═══ EXERCISE MATERIAL ═══
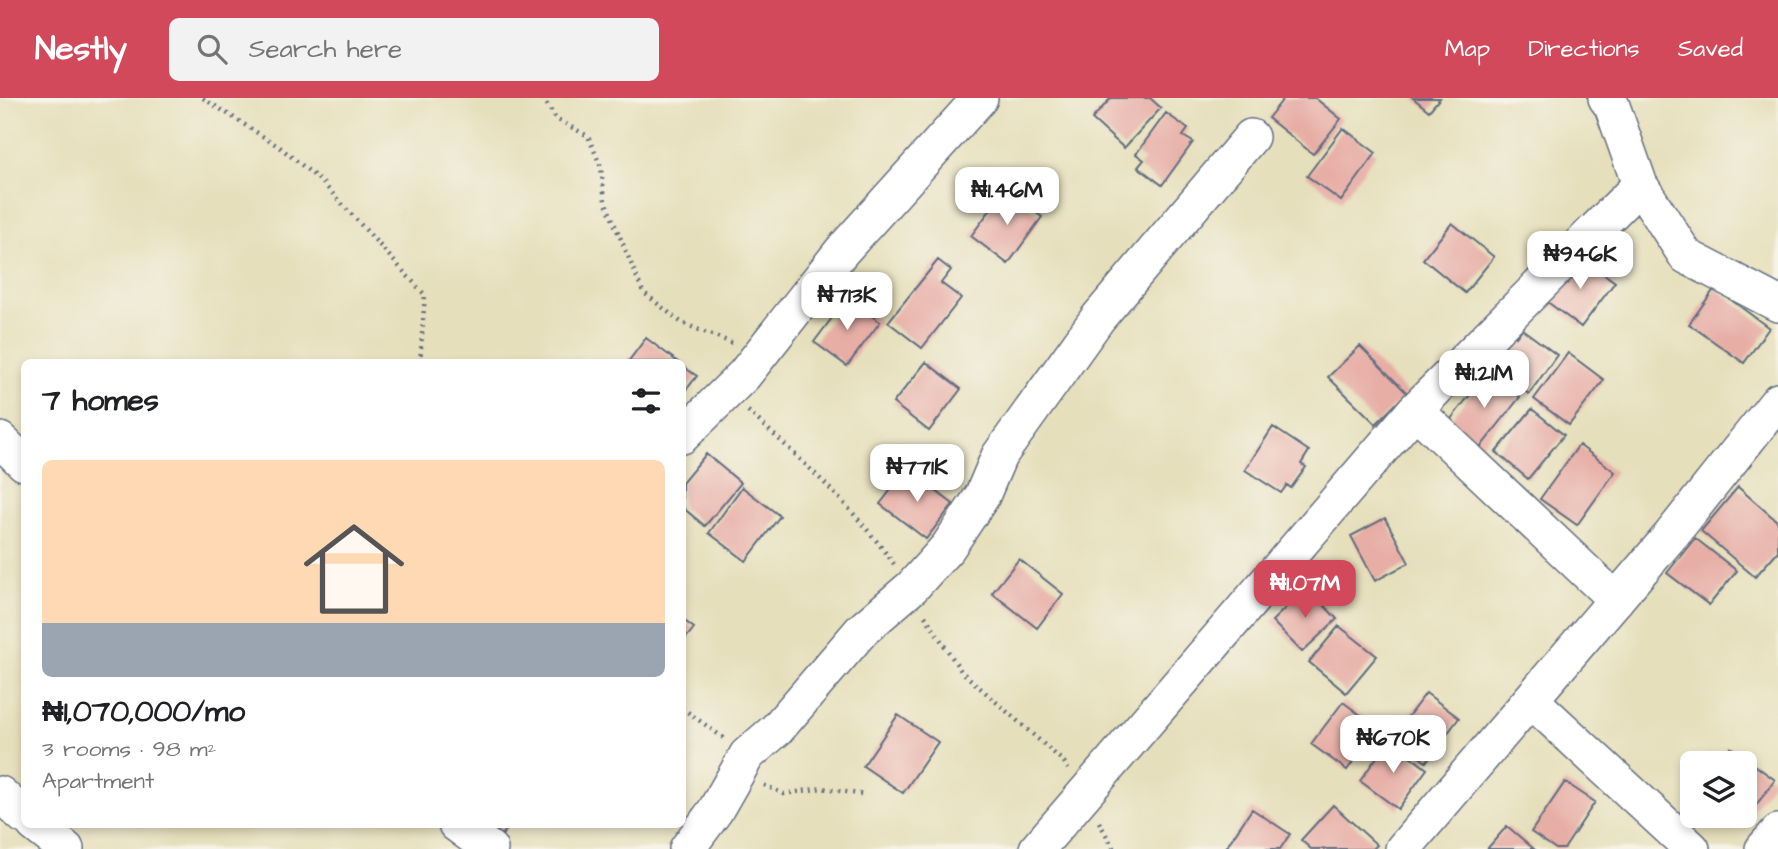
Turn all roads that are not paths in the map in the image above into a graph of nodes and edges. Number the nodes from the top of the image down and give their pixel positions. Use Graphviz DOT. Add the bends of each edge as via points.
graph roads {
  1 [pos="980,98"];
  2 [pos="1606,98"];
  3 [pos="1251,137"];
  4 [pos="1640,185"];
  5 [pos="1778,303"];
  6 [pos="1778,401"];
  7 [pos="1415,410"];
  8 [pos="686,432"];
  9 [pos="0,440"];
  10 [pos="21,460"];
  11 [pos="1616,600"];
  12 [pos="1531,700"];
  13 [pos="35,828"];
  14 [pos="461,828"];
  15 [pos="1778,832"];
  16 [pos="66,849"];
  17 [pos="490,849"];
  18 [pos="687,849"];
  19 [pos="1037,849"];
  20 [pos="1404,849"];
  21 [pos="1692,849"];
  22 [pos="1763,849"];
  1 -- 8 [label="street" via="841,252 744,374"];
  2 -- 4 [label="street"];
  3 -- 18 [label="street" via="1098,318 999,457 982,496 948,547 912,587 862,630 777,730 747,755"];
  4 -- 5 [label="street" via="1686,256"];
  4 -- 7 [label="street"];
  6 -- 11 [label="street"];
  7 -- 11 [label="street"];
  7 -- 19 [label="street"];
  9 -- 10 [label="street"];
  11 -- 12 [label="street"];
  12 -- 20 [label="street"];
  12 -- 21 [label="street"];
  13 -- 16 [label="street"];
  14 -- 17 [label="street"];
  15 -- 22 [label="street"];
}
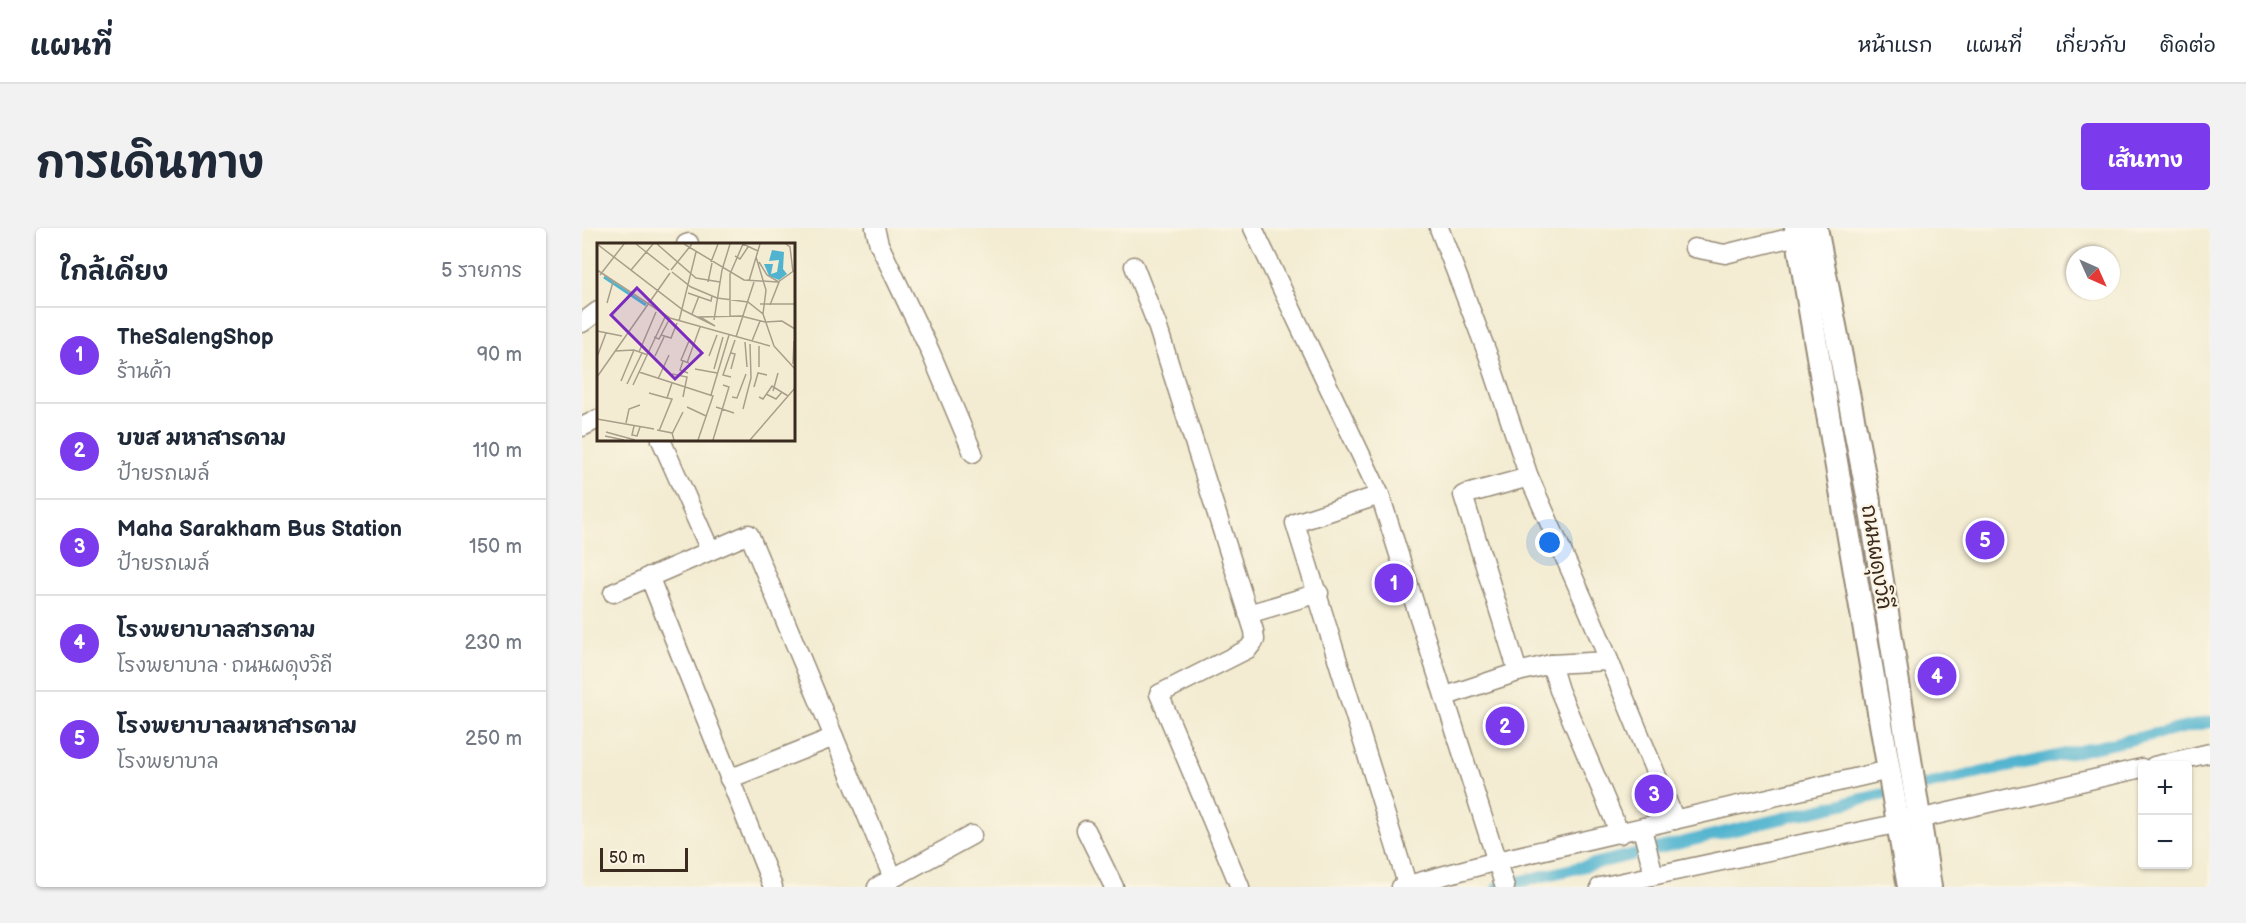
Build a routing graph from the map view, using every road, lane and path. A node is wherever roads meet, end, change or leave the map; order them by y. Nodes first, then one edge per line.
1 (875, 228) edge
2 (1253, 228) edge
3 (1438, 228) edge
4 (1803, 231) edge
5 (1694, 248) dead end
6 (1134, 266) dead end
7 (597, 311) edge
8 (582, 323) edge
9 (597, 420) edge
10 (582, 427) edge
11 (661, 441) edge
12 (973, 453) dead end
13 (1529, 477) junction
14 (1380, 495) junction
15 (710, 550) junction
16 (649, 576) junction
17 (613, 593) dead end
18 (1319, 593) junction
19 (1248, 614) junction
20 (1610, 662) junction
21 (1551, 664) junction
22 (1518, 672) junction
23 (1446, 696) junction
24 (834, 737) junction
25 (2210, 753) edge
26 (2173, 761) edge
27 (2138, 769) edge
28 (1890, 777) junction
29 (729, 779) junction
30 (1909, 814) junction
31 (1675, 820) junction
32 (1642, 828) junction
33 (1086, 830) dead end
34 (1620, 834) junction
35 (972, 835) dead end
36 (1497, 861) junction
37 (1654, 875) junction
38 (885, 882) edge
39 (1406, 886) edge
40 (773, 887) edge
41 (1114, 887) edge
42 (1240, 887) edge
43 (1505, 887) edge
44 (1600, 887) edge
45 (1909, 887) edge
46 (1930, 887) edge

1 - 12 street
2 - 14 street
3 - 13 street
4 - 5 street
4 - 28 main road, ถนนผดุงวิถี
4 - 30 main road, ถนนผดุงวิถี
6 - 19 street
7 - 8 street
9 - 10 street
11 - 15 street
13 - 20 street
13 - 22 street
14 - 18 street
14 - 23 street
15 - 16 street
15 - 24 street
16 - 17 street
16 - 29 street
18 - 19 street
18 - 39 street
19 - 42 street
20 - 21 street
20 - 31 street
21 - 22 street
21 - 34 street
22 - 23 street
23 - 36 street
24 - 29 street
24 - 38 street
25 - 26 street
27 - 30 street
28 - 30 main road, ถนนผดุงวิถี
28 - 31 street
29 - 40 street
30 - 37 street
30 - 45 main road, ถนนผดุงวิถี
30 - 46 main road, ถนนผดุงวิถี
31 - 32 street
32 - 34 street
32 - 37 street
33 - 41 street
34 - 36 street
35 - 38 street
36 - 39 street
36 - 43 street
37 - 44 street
═══
** EXERCISE **
From the listing, extract all text exactly as given and drop any picture.

** ANSWER TO THIS EXERCISE **
Turn all roads that are not paths in the map in the image above into a graph of nodes and edges. Number the nodes from the top of the image down and give their pixel positions. Use Graphviz DOT. Add the bends of each edge as via points.
graph roads {
  1 [pos="980,98"];
  2 [pos="1606,98"];
  3 [pos="1251,137"];
  4 [pos="1640,185"];
  5 [pos="1778,303"];
  6 [pos="1778,401"];
  7 [pos="1415,410"];
  8 [pos="686,432"];
  9 [pos="0,440"];
  10 [pos="21,460"];
  11 [pos="1616,600"];
  12 [pos="1531,700"];
  13 [pos="35,828"];
  14 [pos="461,828"];
  15 [pos="1778,832"];
  16 [pos="66,849"];
  17 [pos="490,849"];
  18 [pos="687,849"];
  19 [pos="1037,849"];
  20 [pos="1404,849"];
  21 [pos="1692,849"];
  22 [pos="1763,849"];
  1 -- 8 [label="street" via="841,252 744,374"];
  2 -- 4 [label="street"];
  3 -- 18 [label="street" via="1098,318 999,457 982,496 948,547 912,587 862,630 777,730 747,755"];
  4 -- 5 [label="street" via="1686,256"];
  4 -- 7 [label="street"];
  6 -- 11 [label="street"];
  7 -- 11 [label="street"];
  7 -- 19 [label="street"];
  9 -- 10 [label="street"];
  11 -- 12 [label="street"];
  12 -- 20 [label="street"];
  12 -- 21 [label="street"];
  13 -- 16 [label="street"];
  14 -- 17 [label="street"];
  15 -- 22 [label="street"];
}
Build a routing graph from the map view, using every road, lane and path. A node is wherever roads meet, end, change or leave the map; order them by y. Nodes first, then one edge per line.
1 (875, 228) edge
2 (1253, 228) edge
3 (1438, 228) edge
4 (1803, 231) edge
5 (1694, 248) dead end
6 (1134, 266) dead end
7 (597, 311) edge
8 (582, 323) edge
9 (597, 420) edge
10 (582, 427) edge
11 (661, 441) edge
12 (973, 453) dead end
13 (1529, 477) junction
14 (1380, 495) junction
15 (710, 550) junction
16 (649, 576) junction
17 (613, 593) dead end
18 (1319, 593) junction
19 (1248, 614) junction
20 (1610, 662) junction
21 (1551, 664) junction
22 (1518, 672) junction
23 (1446, 696) junction
24 (834, 737) junction
25 (2210, 753) edge
26 (2173, 761) edge
27 (2138, 769) edge
28 (1890, 777) junction
29 (729, 779) junction
30 (1909, 814) junction
31 (1675, 820) junction
32 (1642, 828) junction
33 (1086, 830) dead end
34 (1620, 834) junction
35 (972, 835) dead end
36 (1497, 861) junction
37 (1654, 875) junction
38 (885, 882) edge
39 (1406, 886) edge
40 (773, 887) edge
41 (1114, 887) edge
42 (1240, 887) edge
43 (1505, 887) edge
44 (1600, 887) edge
45 (1909, 887) edge
46 (1930, 887) edge

1 - 12 street
2 - 14 street
3 - 13 street
4 - 5 street
4 - 28 main road, ถนนผดุงวิถี
4 - 30 main road, ถนนผดุงวิถี
6 - 19 street
7 - 8 street
9 - 10 street
11 - 15 street
13 - 20 street
13 - 22 street
14 - 18 street
14 - 23 street
15 - 16 street
15 - 24 street
16 - 17 street
16 - 29 street
18 - 19 street
18 - 39 street
19 - 42 street
20 - 21 street
20 - 31 street
21 - 22 street
21 - 34 street
22 - 23 street
23 - 36 street
24 - 29 street
24 - 38 street
25 - 26 street
27 - 30 street
28 - 30 main road, ถนนผดุงวิถี
28 - 31 street
29 - 40 street
30 - 37 street
30 - 45 main road, ถนนผดุงวิถี
30 - 46 main road, ถนนผดุงวิถี
31 - 32 street
32 - 34 street
32 - 37 street
33 - 41 street
34 - 36 street
35 - 38 street
36 - 39 street
36 - 43 street
37 - 44 street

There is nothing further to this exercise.